You Will Be Obscure
“Mä voisin olla Kuvataideakatemian käynyt ja silti yhtä obscure and culturally irrelevant as now.”
(diary entry, June 25, 2015)
Lesson 1: You will be obscure. The question is—will you survive it?
In 2015, I stood between disciplines, identities, and eras.
Not quite an artist, not quite a strategist.
A former senior manager from Nokia, now sitting in Tokoinranta with a notebook, haunted by the ghosts of corporate relevance and artistic irrelevance.
Folding in 4 years, 5 months of silence into a single realization:
I had a secret. And that secret would change everything.
It wasn't a plan. It wasn't a product. It was a threshold—a recognition that the path forward would not be found by asking which career title to choose, or which platform to post on, or which job to apply for.

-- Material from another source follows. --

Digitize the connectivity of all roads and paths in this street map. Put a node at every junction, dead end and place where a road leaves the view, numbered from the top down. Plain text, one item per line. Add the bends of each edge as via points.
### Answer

It would be found by accepting obscurity.
Radical obscurity.
Not as failure, but as a mythological phase-state—a kind of chrysalis. The necessary darkness before a true form can emerge. A state where systems dissolve and new identities are composed of fragments, metaphors, dreams, and doubt.

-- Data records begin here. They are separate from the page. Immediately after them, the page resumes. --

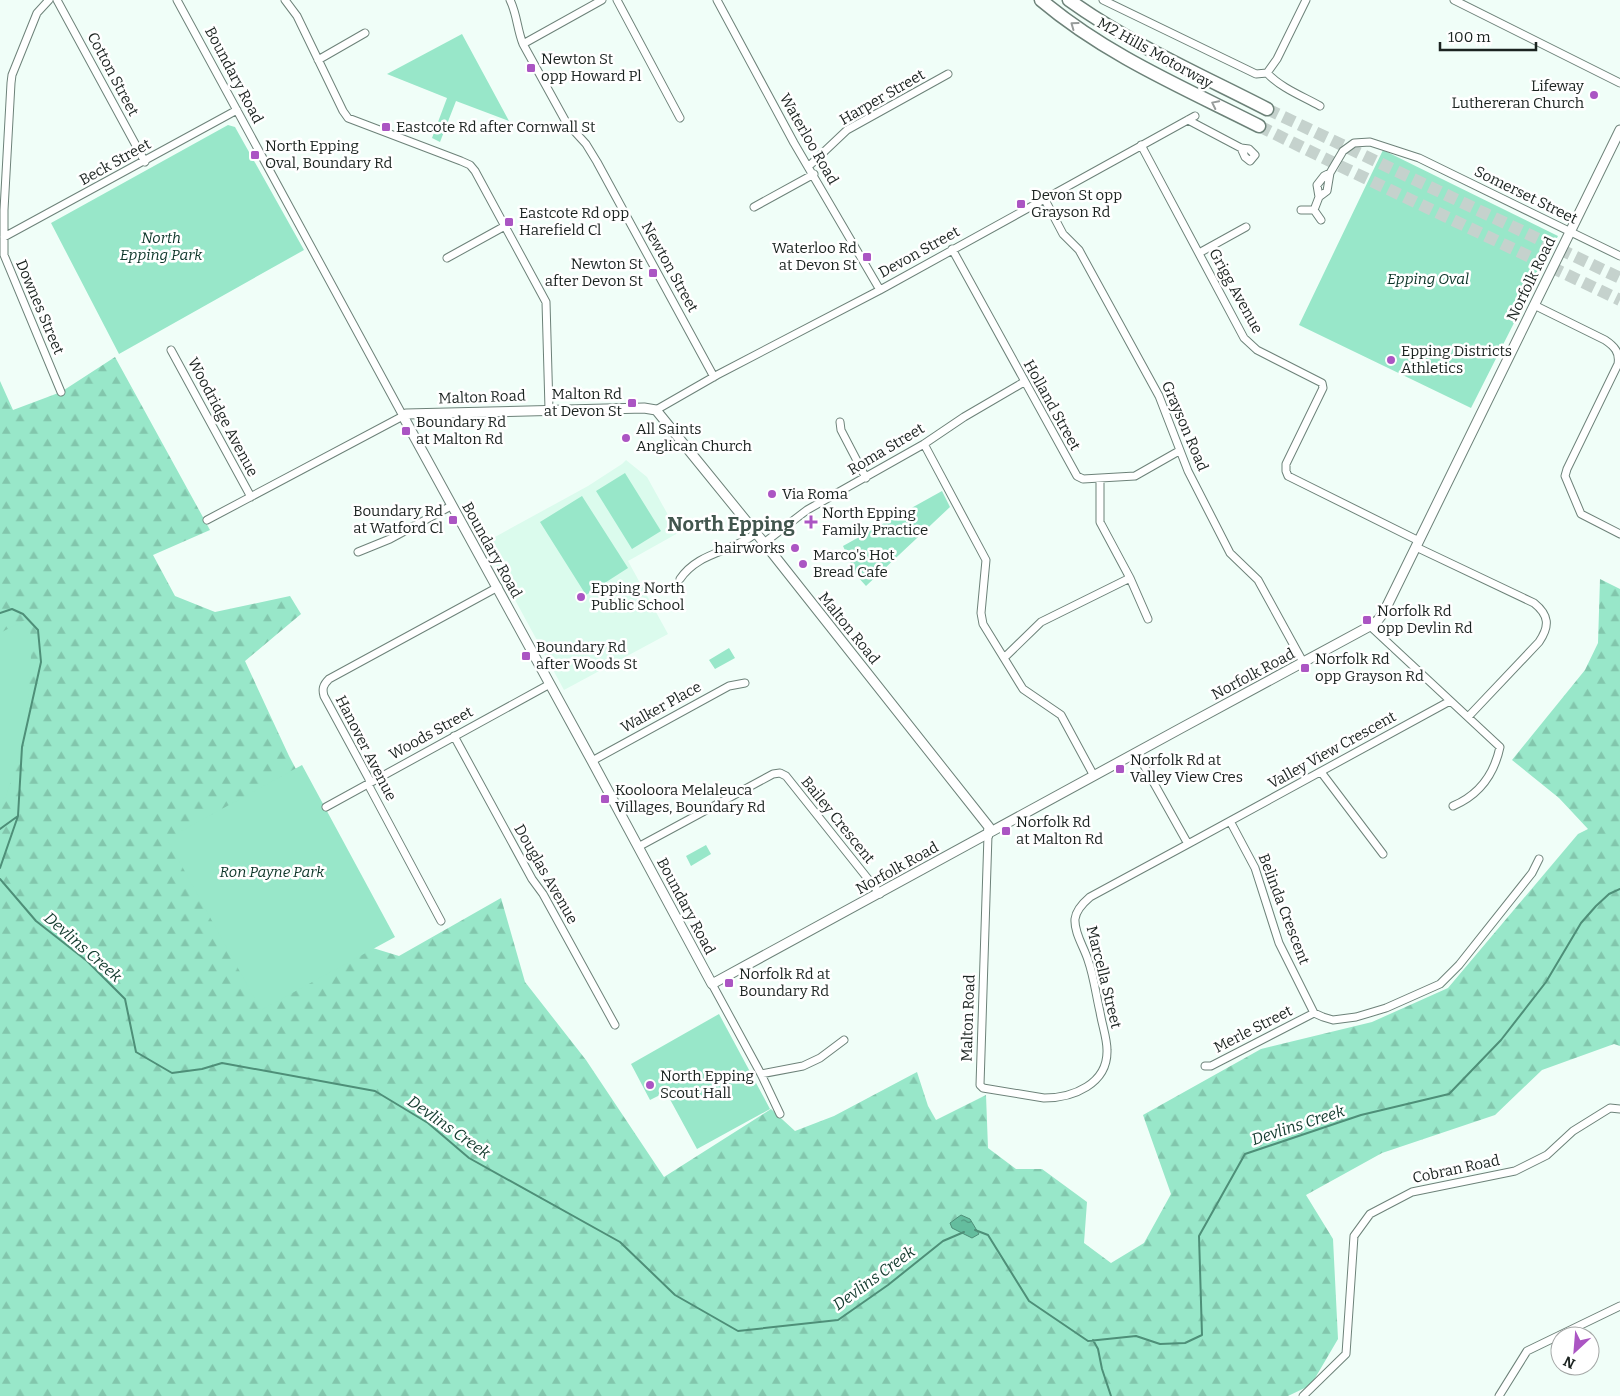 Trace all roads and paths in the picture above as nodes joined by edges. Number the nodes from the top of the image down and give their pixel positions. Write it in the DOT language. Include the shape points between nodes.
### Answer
graph roads {
  1 [pos="49,0"];
  2 [pos="57,0"];
  3 [pos="178,0"];
  4 [pos="285,0"];
  5 [pos="510,0"];
  6 [pos="602,0"];
  7 [pos="617,0"];
  8 [pos="717,0"];
  9 [pos="1041,0"];
  10 [pos="1069,0"];
  11 [pos="1103,0"];
  12 [pos="1306,0"];
  13 [pos="1454,0"];
  14 [pos="365,33"];
  15 [pos="524,44"];
  16 [pos="318,60"];
  17 [pos="1267,73"];
  18 [pos="948,74"];
  19 [pos="1620,83"];
  20 [pos="1320,106"];
  21 [pos="1267,109"];
  22 [pos="238,110"];
  23 [pos="680,118"];
  24 [pos="1259,126"];
  25 [pos="1620,130"];
  26 [pos="1141,146"];
  27 [pos="1241,148"];
  28 [pos="144,162"];
  29 [pos="809,166"];
  30 [pos="814,174"];
  31 [pos="1044,198"];
  32 [pos="754,207"];
  33 [pos="1301,210"];
  34 [pos="1314,210"];
  35 [pos="1321,220"];
  36 [pos="504,226"];
  37 [pos="1246,227"];
  38 [pos="1570,231"];
  39 [pos="4,237"];
  40 [pos="952,249"];
  41 [pos="1198,253"];
  42 [pos="1620,256"];
  43 [pos="447,258"];
  44 [pos="880,290"];
  45 [pos="1534,305"];
  46 [pos="171,350"];
  47 [pos="714,377"];
  48 [pos="1024,382"];
  49 [pos="61,392"];
  50 [pos="549,409"];
  51 [pos="656,410"];
  52 [pos="403,416"];
  53 [pos="840,422"];
  54 [pos="924,444"];
  55 [pos="1179,450"];
  56 [pos="866,478"];
  57 [pos="1100,479"];
  58 [pos="250,497"];
  59 [pos="451,506"];
  60 [pos="207,520"];
  61 [pos="756,533"];
  62 [pos="1620,534"];
  63 [pos="764,544"];
  64 [pos="1417,544"];
  65 [pos="358,552"];
  66 [pos="1130,578"];
  67 [pos="680,579"];
  68 [pos="498,587"];
  69 [pos="1148,619"];
  70 [pos="1370,626"];
  71 [pos="1004,658"];
  72 [pos="1303,662"];
  73 [pos="745,683"];
  74 [pos="550,684"];
  75 [pos="1450,701"];
  76 [pos="1468,717"];
  77 [pos="454,736"];
  78 [pos="1137,753"];
  79 [pos="592,761"];
  80 [pos="1321,772"];
  81 [pos="1094,776"];
  82 [pos="370,783"];
  83 [pos="1453,806"];
  84 [pos="326,807"];
  85 [pos="1230,821"];
  86 [pos="988,835"];
  87 [pos="1188,844"];
  88 [pos="638,847"];
  89 [pos="1383,854"];
  90 [pos="1539,859"];
  91 [pos="880,894"];
  92 [pos="440,921"];
  93 [pos="712,984"];
  94 [pos="1314,1013"];
  95 [pos="615,1025"];
  96 [pos="844,1040"];
  97 [pos="1205,1066"];
  98 [pos="761,1074"];
  99 [pos="979,1081"];
  100 [pos="1620,1109"];
  101 [pos="780,1114"];
  102 [pos="1620,1306"];
  103 [pos="1303,1396"];
  104 [pos="1499,1396"];
  1 -- 39 [label="street, Downes Street" via="38,14 12,75"];
  2 -- 28 [label="street, Cotton Street"];
  3 -- 22 [label="street, Boundary Road"];
  4 -- 16 [label="street" via="297,16"];
  5 -- 15 [label="street, Newton Street"];
  6 -- 15 [label="street"];
  7 -- 23 [label="street"];
  8 -- 29 [label="street, Waterloo Road"];
  24 -- 9 [label="highway, M2 Hills Motorway, one-way" via="1114,52"];
  10 -- 21 [label="highway, M2 Hills Motorway" via="1143,46"];
  11 -- 17 [label="street" via="1256,74"];
  12 -- 17 [label="street"];
  13 -- 19 [label="street"];
  14 -- 16 [label="street"];
  15 -- 47 [label="street, Newton Street" via="566,122 597,162"];
  16 -- 36 [label="street" via="348,118 470,165"];
  17 -- 20 [label="street" via="1283,86"];
  18 -- 29 [label="street, Harper Street" via="847,130"];
  22 -- 28 [label="street, Beck Street"];
  22 -- 52 [label="street, Boundary Road"];
  25 -- 38 [label="street, Norfolk Road"];
  26 -- 27 [label="street, Devon Street" via="1191,118"];
  26 -- 31 [label="street, Devon Street"];
  26 -- 41 [label="street, Grigg Avenue"];
  28 -- 39 [label="street, Beck Street"];
  29 -- 30 [label="street, Waterloo Road"];
  30 -- 32 [label="street"];
  30 -- 44 [label="street, Waterloo Road"];
  31 -- 40 [label="street, Devon Street"];
  31 -- 55 [label="street, Grayson Road" via="1063,234 1079,250 1159,396"];
  33 -- 34 [label="street"];
  34 -- 35 [label="street"];
  34 -- 38 [label="street, Somerset Street" via="1319,196 1327,191 1330,174 1343,151 1360,141 1419,158"];
  36 -- 43 [label="street"];
  36 -- 50 [label="street" via="546,302"];
  37 -- 41 [label="street"];
  38 -- 42 [label="street, Somerset Street"];
  38 -- 45 [label="street, Norfolk Road"];
  39 -- 49 [label="street, Downes Street" via="4,255"];
  40 -- 44 [label="street, Devon Street"];
  40 -- 48 [label="street, Holland Street"];
  41 -- 64 [label="street, Grigg Avenue" via="1244,338 1257,350 1323,384 1286,464 1288,476"];
  44 -- 47 [label="street, Devon Street"];
  45 -- 62 [label="street" via="1605,340 1618,353 1618,364 1565,476 1581,514"];
  45 -- 64 [label="street, Norfolk Road"];
  46 -- 58 [label="street, Woodridge Avenue"];
  47 -- 51 [label="street, Devon Street"];
  48 -- 54 [label="street, Roma Street"];
  48 -- 57 [label="street, Holland Street" via="1072,471 1083,479"];
  50 -- 51 [label="street, Malton Road"];
  50 -- 52 [label="street, Malton Road"];
  51 -- 61 [label="street, Malton Road"];
  52 -- 58 [label="street, Malton Road"];
  52 -- 59 [label="street, Boundary Road"];
  53 -- 56 [label="street"];
  54 -- 56 [label="street, Roma Street"];
  54 -- 71 [label="street" via="984,554 987,566 981,618"];
  55 -- 57 [label="street, Holland Street" via="1135,476"];
  55 -- 72 [label="street, Grayson Road" via="1230,553 1258,580"];
  56 -- 63 [label="street, Roma Street" via="808,510"];
  57 -- 66 [label="street" via="1100,522"];
  58 -- 60 [label="street, Malton Road"];
  59 -- 65 [label="street" via="390,539"];
  59 -- 68 [label="street, Boundary Road"];
  61 -- 63 [label="street, Malton Road"];
  61 -- 67 [label="street" via="729,549 707,556 688,568"];
  63 -- 86 [label="street, Malton Road" via="989,827"];
  64 -- 70 [label="street, Norfolk Road" via="1384,612"];
  64 -- 76 [label="street" via="1534,603 1546,616 1545,633 1539,642"];
  66 -- 69 [label="street"];
  66 -- 71 [label="street" via="1041,622"];
  68 -- 74 [label="street, Boundary Road"];
  68 -- 82 [label="street, Hanover Avenue" via="324,683 324,696"];
  70 -- 72 [label="street, Norfolk Road"];
  70 -- 75 [label="street"];
  71 -- 81 [label="street" via="1023,689 1061,715"];
  72 -- 78 [label="street, Norfolk Road"];
  73 -- 79 [label="street, Walker Place" via="729,686"];
  74 -- 77 [label="street, Woods Street"];
  74 -- 79 [label="street, Boundary Road"];
  75 -- 76 [label="street"];
  75 -- 80 [label="street, Valley View Crescent"];
  76 -- 83 [label="street" via="1500,747 1497,763 1488,779 1464,801"];
  77 -- 82 [label="street, Woods Street"];
  77 -- 95 [label="street, Douglas Avenue"];
  78 -- 81 [label="street, Norfolk Road"];
  78 -- 87 [label="street"];
  79 -- 88 [label="street, Boundary Road"];
  80 -- 85 [label="street, Valley View Crescent"];
  80 -- 89 [label="street"];
  81 -- 86 [label="street, Norfolk Road"];
  82 -- 84 [label="street, Woods Street"];
  82 -- 92 [label="street, Hanover Avenue"];
  85 -- 87 [label="street, Valley View Crescent"];
  85 -- 94 [label="street, Belinda Crescent" via="1255,868 1279,943"];
  86 -- 91 [label="street, Norfolk Road"];
  86 -- 99 [label="street, Malton Road"];
  87 -- 99 [label="street, Marcella Street" via="1090,898 1076,915 1076,927 1088,959 1107,1047 1106,1060 1094,1083 1054,1098 983,1088"];
  88 -- 91 [label="street, Bailey Crescent" via="780,773 786,776"];
  88 -- 93 [label="street, Boundary Road"];
  90 -- 94 [label="street" via="1532,874 1440,984 1386,1008 1356,1017 1333,1020"];
  91 -- 93 [label="street, Norfolk Road"];
  93 -- 98 [label="street, Boundary Road"];
  94 -- 97 [label="street, Merle Street" via="1211,1066"];
  96 -- 98 [label="street" via="803,1066"];
  98 -- 101 [label="street, Boundary Road"];
  100 -- 103 [label="street, Cobran Road" via="1610,1108 1573,1131 1547,1155 1515,1171 1412,1192 1370,1214 1354,1236 1346,1354"];
  102 -- 104 [label="street" via="1527,1351"];
}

“Taide. Strategia. Tietojenkäsittelytiede.
Yritysympäristössä mä loistin. Avoimessa maailmassa stumbling.” (July 12, 2015)
I didn’t know it yet, but I had begun mythologizing my own practice.
Not building a portfolio.
Not chasing recognition.
But letting the formless period do its real work.
Lesson 1 is this: If you're between identities, between careers, between structures—stay there. Stay. Observe the obscure. Survive the irrelevance.
Because if you can survive your own obscurity, something unreplicable begins to form inside it.
And one day—years later—you will find yourself standing on the cliff edge, speaking again. But this time, not as a seeker. As a signal.